◆ **Work instruction**: Every record should be written out exactly, with the pictures left out.

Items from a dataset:
────
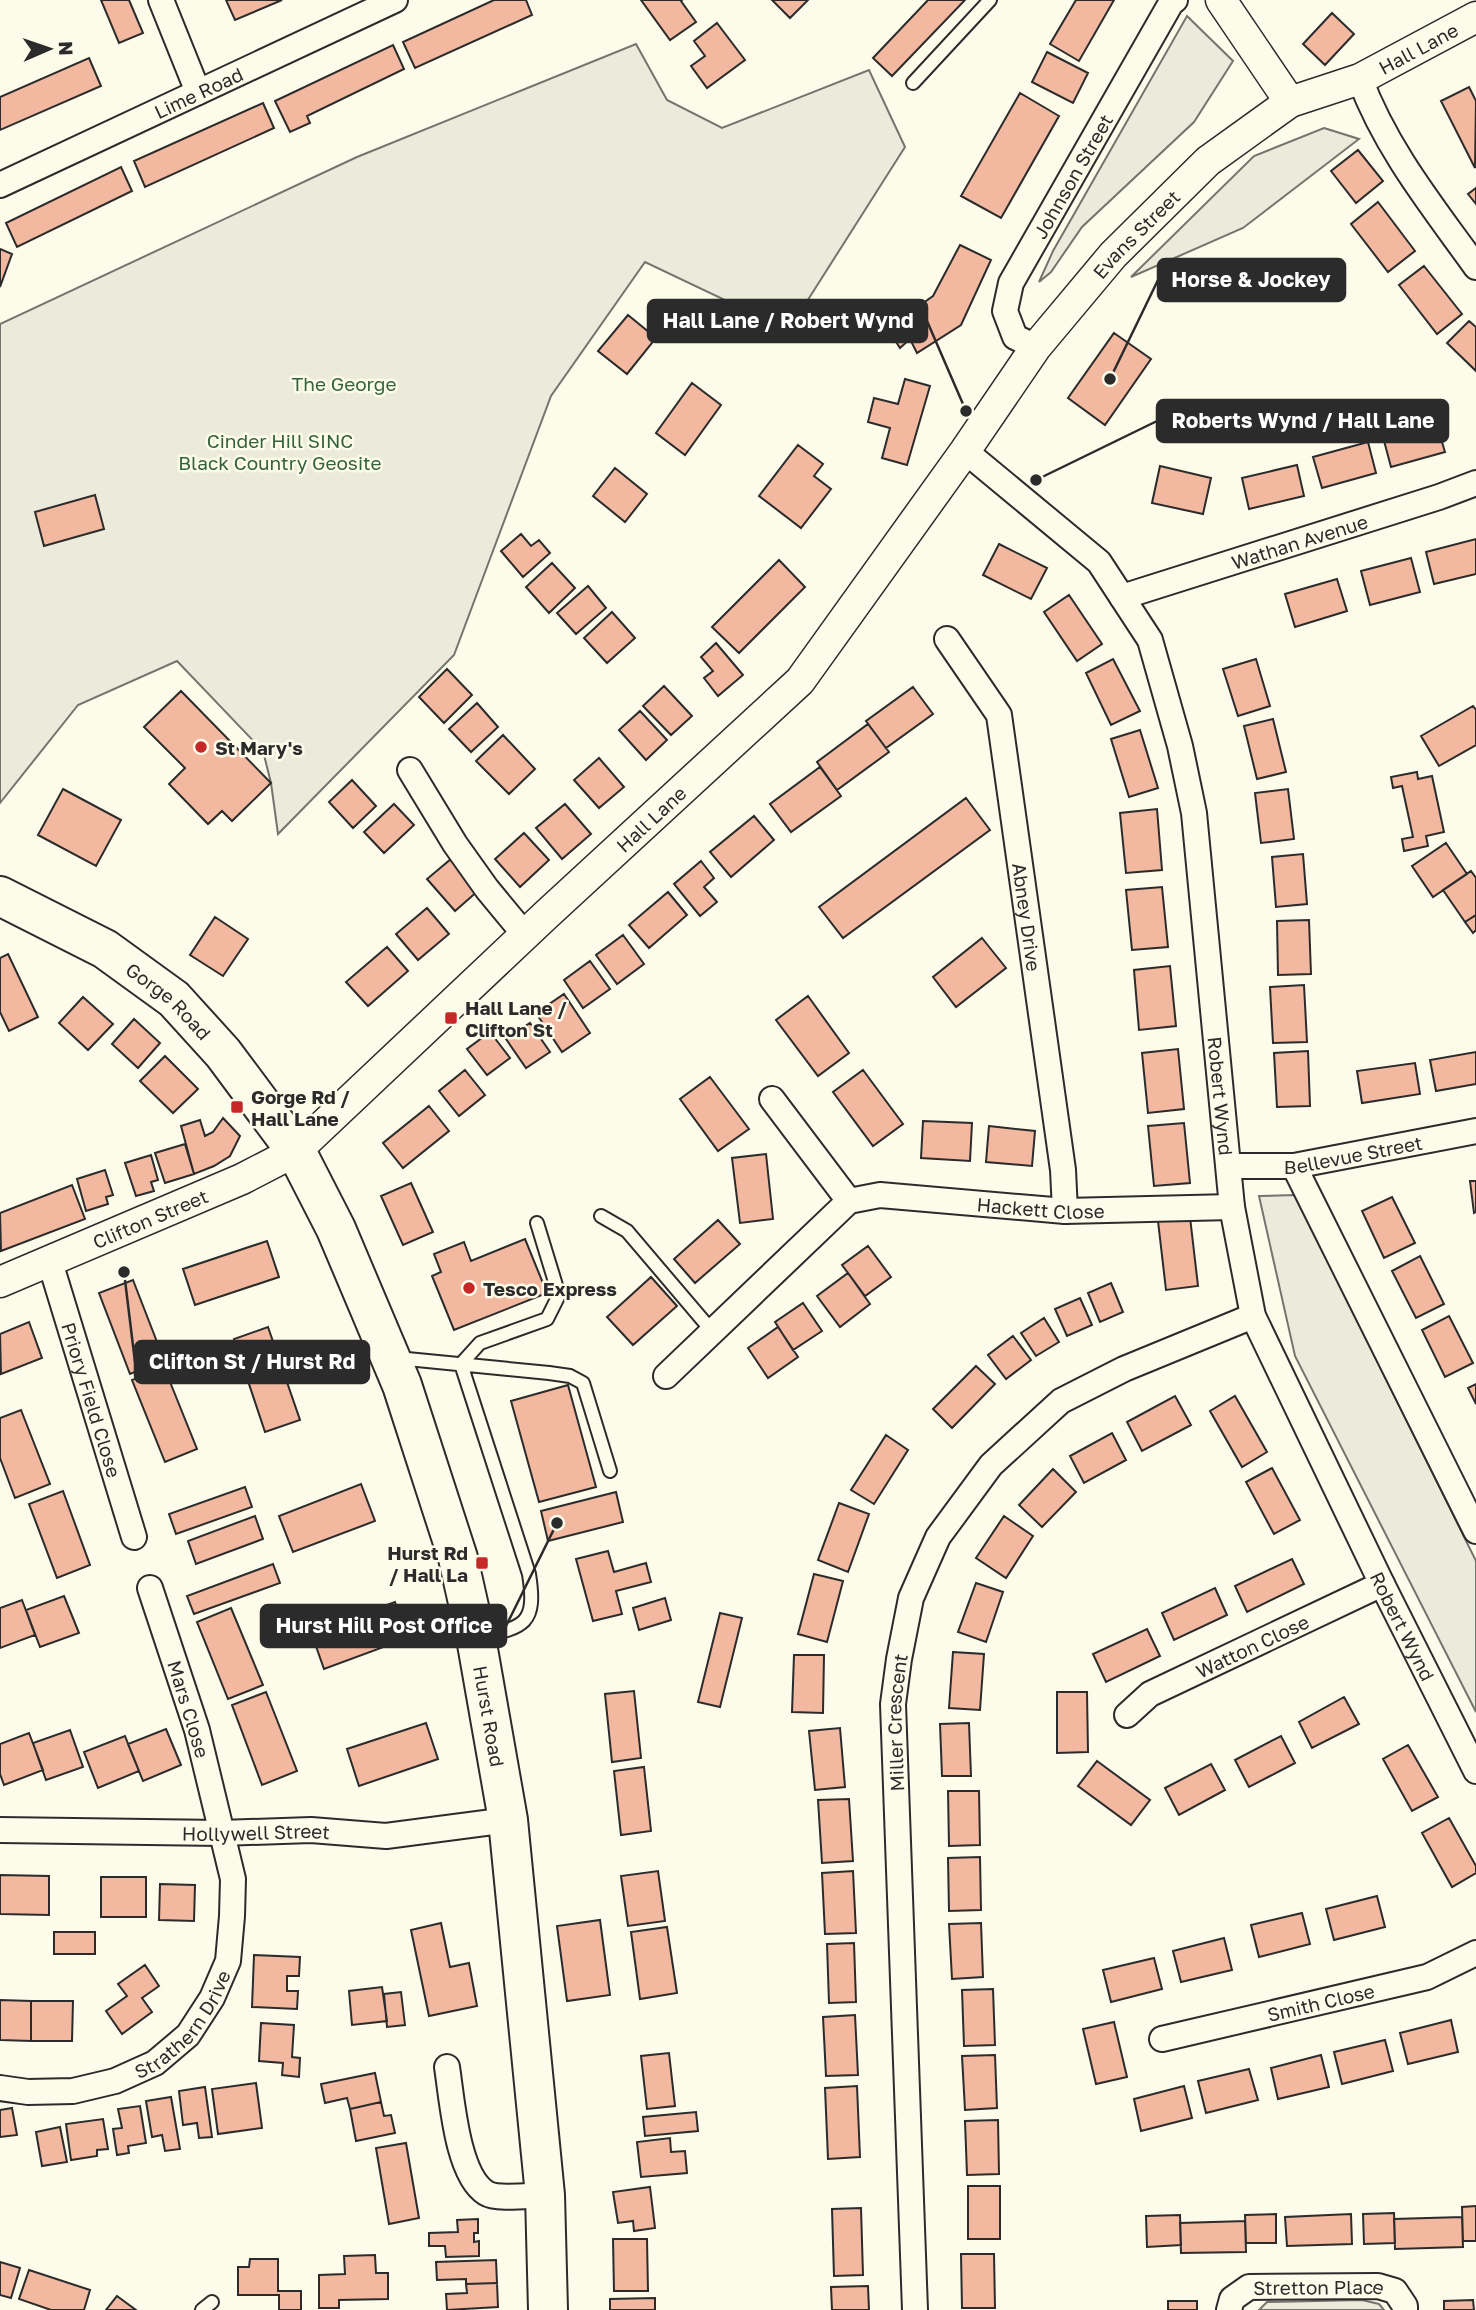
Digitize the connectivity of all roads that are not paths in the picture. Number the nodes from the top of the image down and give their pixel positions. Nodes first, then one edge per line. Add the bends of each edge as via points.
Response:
1 (161, 0) edge
2 (396, 0) edge
3 (990, 0) edge
4 (1175, 0) edge
5 (1222, 0) edge
6 (1476, 17) edge
7 (1360, 79) junction
8 (913, 83) dead end
9 (198, 92) junction
10 (1290, 102) junction
11 (0, 185) edge
12 (1476, 267) edge
13 (1036, 347) junction
14 (965, 451) junction
15 (1476, 482) edge
16 (1122, 597) junction
17 (947, 639) dead end
18 (410, 770) dead end
19 (0, 896) edge
20 (525, 935) junction
21 (772, 1099) dead end
22 (1476, 1131) edge
23 (296, 1152) junction
24 (1230, 1166) junction
25 (1294, 1166) junction
26 (849, 1201) junction
27 (1232, 1207) junction
28 (1065, 1211) junction
29 (601, 1216) dead end
30 (537, 1223) dead end
31 (50, 1262) junction
32 (0, 1282) edge
33 (1253, 1316) junction
34 (712, 1331) junction
35 (390, 1357) junction
36 (461, 1364) junction
37 (666, 1376) dead end
38 (610, 1471) dead end
39 (1476, 1531) edge
40 (134, 1537) dead end
41 (1381, 1584) junction
42 (150, 1588) dead end
43 (476, 1638) junction
44 (1127, 1715) dead end
45 (1476, 1771) edge
46 (508, 1820) junction
47 (0, 1830) edge
48 (221, 1833) junction
49 (1476, 1954) edge
50 (1162, 2039) dead end
51 (447, 2067) dead end
52 (0, 2088) edge
53 (545, 2195) junction
54 (548, 2310) edge
55 (915, 2310) edge
56 (1229, 2310) edge
57 (1405, 2310) edge

1 - 9 street
2 - 9 street, Lime Road
3 - 8 lane
4 - 13 street, Johnson Street via 1011,283 1005,311 1014,337
5 - 10 street
6 - 7 street, Hall Lane
7 - 10 street, Evans Street
7 - 12 street via 1406,170
9 - 11 street, Lime Road
10 - 13 street, Evans Street via 1208,161 1113,255
13 - 14 street, Evans Street
14 - 16 street, Robert Wynd via 1099,562
14 - 20 street, Hall Lane via 800,681
15 - 16 street, Wathan Avenue
16 - 24 street, Robert Wynd via 1150,640 1194,813
17 - 28 street, Abney Drive via 999,715
18 - 20 street via 455,844
19 - 23 main road, Gorge Road via 105,949 174,999 223,1053
20 - 23 street, Hall Lane
21 - 26 street
22 - 25 street, Bellevue Street
23 - 31 street, Clifton Street
23 - 35 main road, Hurst Road via 336,1229
24 - 25 street, Bellevue Street
24 - 27 street, Robert Wynd
25 - 39 street
26 - 28 street, Hackett Close via 880,1195
26 - 34 street
27 - 28 street, Hackett Close
27 - 33 street, Robert Wynd
29 - 34 lane via 627,1231
30 - 36 lane via 559,1295 547,1319 480,1343
31 - 32 street, Clifton Street
31 - 40 street, Priory Field Close
33 - 41 street, Robert Wynd
33 - 55 street, Miller Crescent via 1124,1369 1061,1401 991,1465 938,1537 911,1598 893,1704
34 - 37 street
35 - 36 lane
35 - 43 main road, Hurst Road via 458,1558
36 - 38 lane via 559,1374 583,1383
36 - 43 lane via 531,1588 525,1622
41 - 44 street, Watton Close via 1150,1694
41 - 45 street, Robert Wynd
42 - 48 street, Mars Close via 197,1730
43 - 46 main road, Hurst Road
46 - 48 street, Hollywell Street via 386,1836 311,1830
46 - 53 main road, Hurst Road
47 - 48 street, Hollywell Street
48 - 52 street, Strathern Drive via 233,1880 228,1961 212,1998 188,2035 155,2063 116,2081 73,2091
49 - 50 street, Smith Close via 1427,1977
51 - 53 street via 462,2157 474,2182 488,2194
53 - 54 main road, Hurst Road
56 - 57 street, Stretton Place via 1232,2299 1250,2287 1378,2286 1395,2291

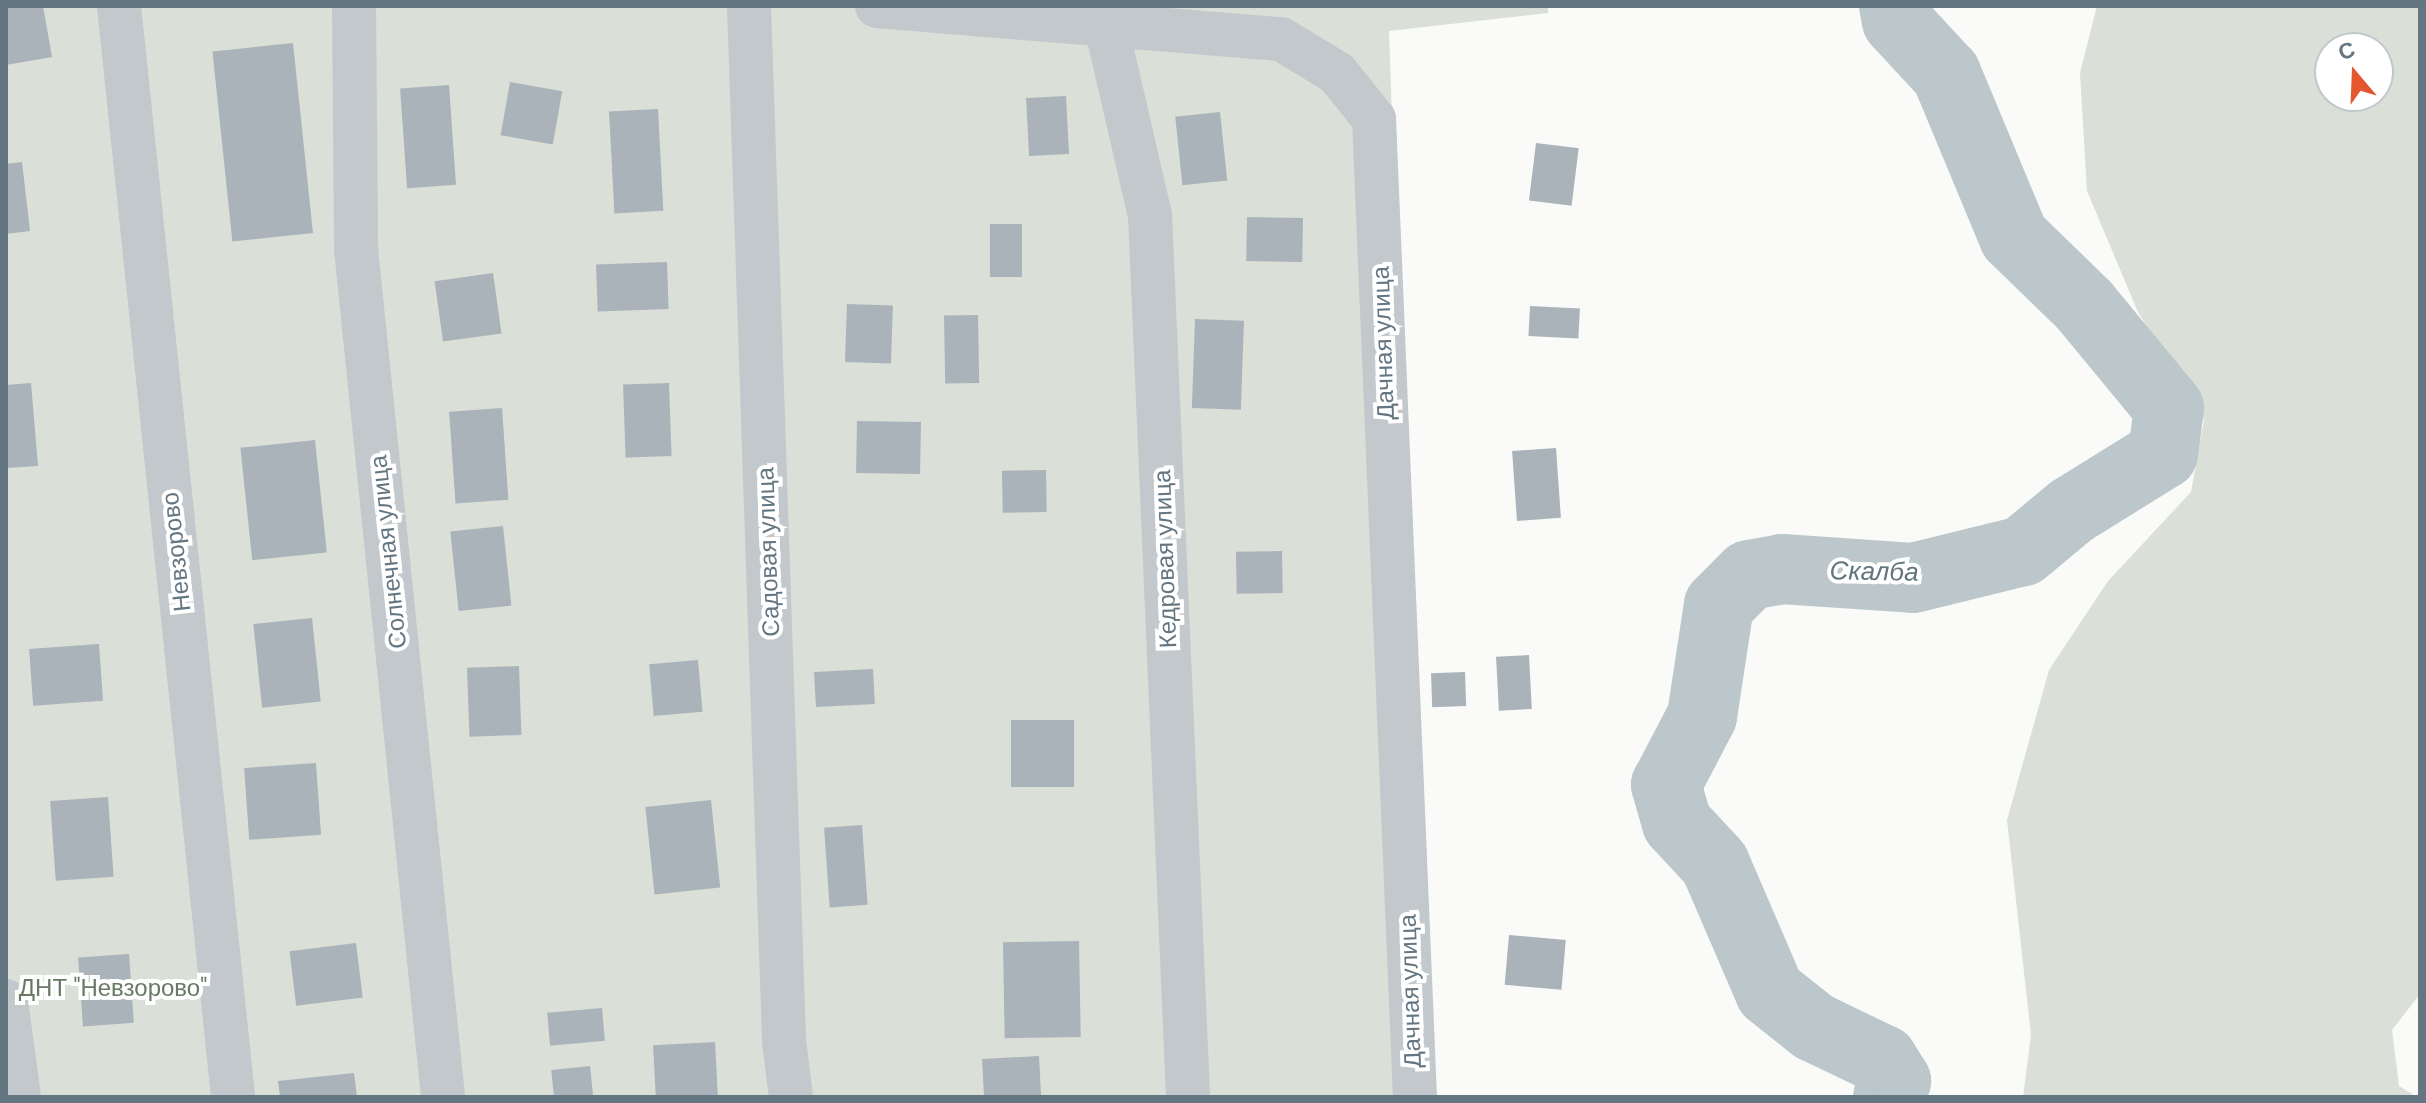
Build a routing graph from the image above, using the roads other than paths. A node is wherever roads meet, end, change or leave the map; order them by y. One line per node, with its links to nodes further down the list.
1 (119, 6): 8 (street, Невзорово)
2 (354, 6): 9 (street, Солнечная улица)
3 (749, 6): 10 (street, Садовая улица)
4 (877, 6): 5 (street, Дачная улица)
5 (1106, 25): 11 (street, Кедровая улица); 12 (street, Дачная улица)
6 (6, 1001): 7 (street)
7 (13, 1072)
8 (233, 1097)
9 (443, 1097)
10 (791, 1097)
11 (1188, 1097)
12 (1415, 1097)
────
◆ **Reply to the task**:
Digitize the connectivity of all roads that are not paths in the picture. Number the nodes from the top of the image down and give their pixel positions. Nodes first, then one edge per line. Add the bends of each edge as via points.
Response:
1 (161, 0) edge
2 (396, 0) edge
3 (990, 0) edge
4 (1175, 0) edge
5 (1222, 0) edge
6 (1476, 17) edge
7 (1360, 79) junction
8 (913, 83) dead end
9 (198, 92) junction
10 (1290, 102) junction
11 (0, 185) edge
12 (1476, 267) edge
13 (1036, 347) junction
14 (965, 451) junction
15 (1476, 482) edge
16 (1122, 597) junction
17 (947, 639) dead end
18 (410, 770) dead end
19 (0, 896) edge
20 (525, 935) junction
21 (772, 1099) dead end
22 (1476, 1131) edge
23 (296, 1152) junction
24 (1230, 1166) junction
25 (1294, 1166) junction
26 (849, 1201) junction
27 (1232, 1207) junction
28 (1065, 1211) junction
29 (601, 1216) dead end
30 (537, 1223) dead end
31 (50, 1262) junction
32 (0, 1282) edge
33 (1253, 1316) junction
34 (712, 1331) junction
35 (390, 1357) junction
36 (461, 1364) junction
37 (666, 1376) dead end
38 (610, 1471) dead end
39 (1476, 1531) edge
40 (134, 1537) dead end
41 (1381, 1584) junction
42 (150, 1588) dead end
43 (476, 1638) junction
44 (1127, 1715) dead end
45 (1476, 1771) edge
46 (508, 1820) junction
47 (0, 1830) edge
48 (221, 1833) junction
49 (1476, 1954) edge
50 (1162, 2039) dead end
51 (447, 2067) dead end
52 (0, 2088) edge
53 (545, 2195) junction
54 (548, 2310) edge
55 (915, 2310) edge
56 (1229, 2310) edge
57 (1405, 2310) edge

1 - 9 street
2 - 9 street, Lime Road
3 - 8 lane
4 - 13 street, Johnson Street via 1011,283 1005,311 1014,337
5 - 10 street
6 - 7 street, Hall Lane
7 - 10 street, Evans Street
7 - 12 street via 1406,170
9 - 11 street, Lime Road
10 - 13 street, Evans Street via 1208,161 1113,255
13 - 14 street, Evans Street
14 - 16 street, Robert Wynd via 1099,562
14 - 20 street, Hall Lane via 800,681
15 - 16 street, Wathan Avenue
16 - 24 street, Robert Wynd via 1150,640 1194,813
17 - 28 street, Abney Drive via 999,715
18 - 20 street via 455,844
19 - 23 main road, Gorge Road via 105,949 174,999 223,1053
20 - 23 street, Hall Lane
21 - 26 street
22 - 25 street, Bellevue Street
23 - 31 street, Clifton Street
23 - 35 main road, Hurst Road via 336,1229
24 - 25 street, Bellevue Street
24 - 27 street, Robert Wynd
25 - 39 street
26 - 28 street, Hackett Close via 880,1195
26 - 34 street
27 - 28 street, Hackett Close
27 - 33 street, Robert Wynd
29 - 34 lane via 627,1231
30 - 36 lane via 559,1295 547,1319 480,1343
31 - 32 street, Clifton Street
31 - 40 street, Priory Field Close
33 - 41 street, Robert Wynd
33 - 55 street, Miller Crescent via 1124,1369 1061,1401 991,1465 938,1537 911,1598 893,1704
34 - 37 street
35 - 36 lane
35 - 43 main road, Hurst Road via 458,1558
36 - 38 lane via 559,1374 583,1383
36 - 43 lane via 531,1588 525,1622
41 - 44 street, Watton Close via 1150,1694
41 - 45 street, Robert Wynd
42 - 48 street, Mars Close via 197,1730
43 - 46 main road, Hurst Road
46 - 48 street, Hollywell Street via 386,1836 311,1830
46 - 53 main road, Hurst Road
47 - 48 street, Hollywell Street
48 - 52 street, Strathern Drive via 233,1880 228,1961 212,1998 188,2035 155,2063 116,2081 73,2091
49 - 50 street, Smith Close via 1427,1977
51 - 53 street via 462,2157 474,2182 488,2194
53 - 54 main road, Hurst Road
56 - 57 street, Stretton Place via 1232,2299 1250,2287 1378,2286 1395,2291

Build a routing graph from the image above, using the roads other than paths. A node is wherever roads meet, end, change or leave the map; order them by y. One line per node, with its links to nodes further down the list.
1 (119, 6): 8 (street, Невзорово)
2 (354, 6): 9 (street, Солнечная улица)
3 (749, 6): 10 (street, Садовая улица)
4 (877, 6): 5 (street, Дачная улица)
5 (1106, 25): 11 (street, Кедровая улица); 12 (street, Дачная улица)
6 (6, 1001): 7 (street)
7 (13, 1072)
8 (233, 1097)
9 (443, 1097)
10 (791, 1097)
11 (1188, 1097)
12 (1415, 1097)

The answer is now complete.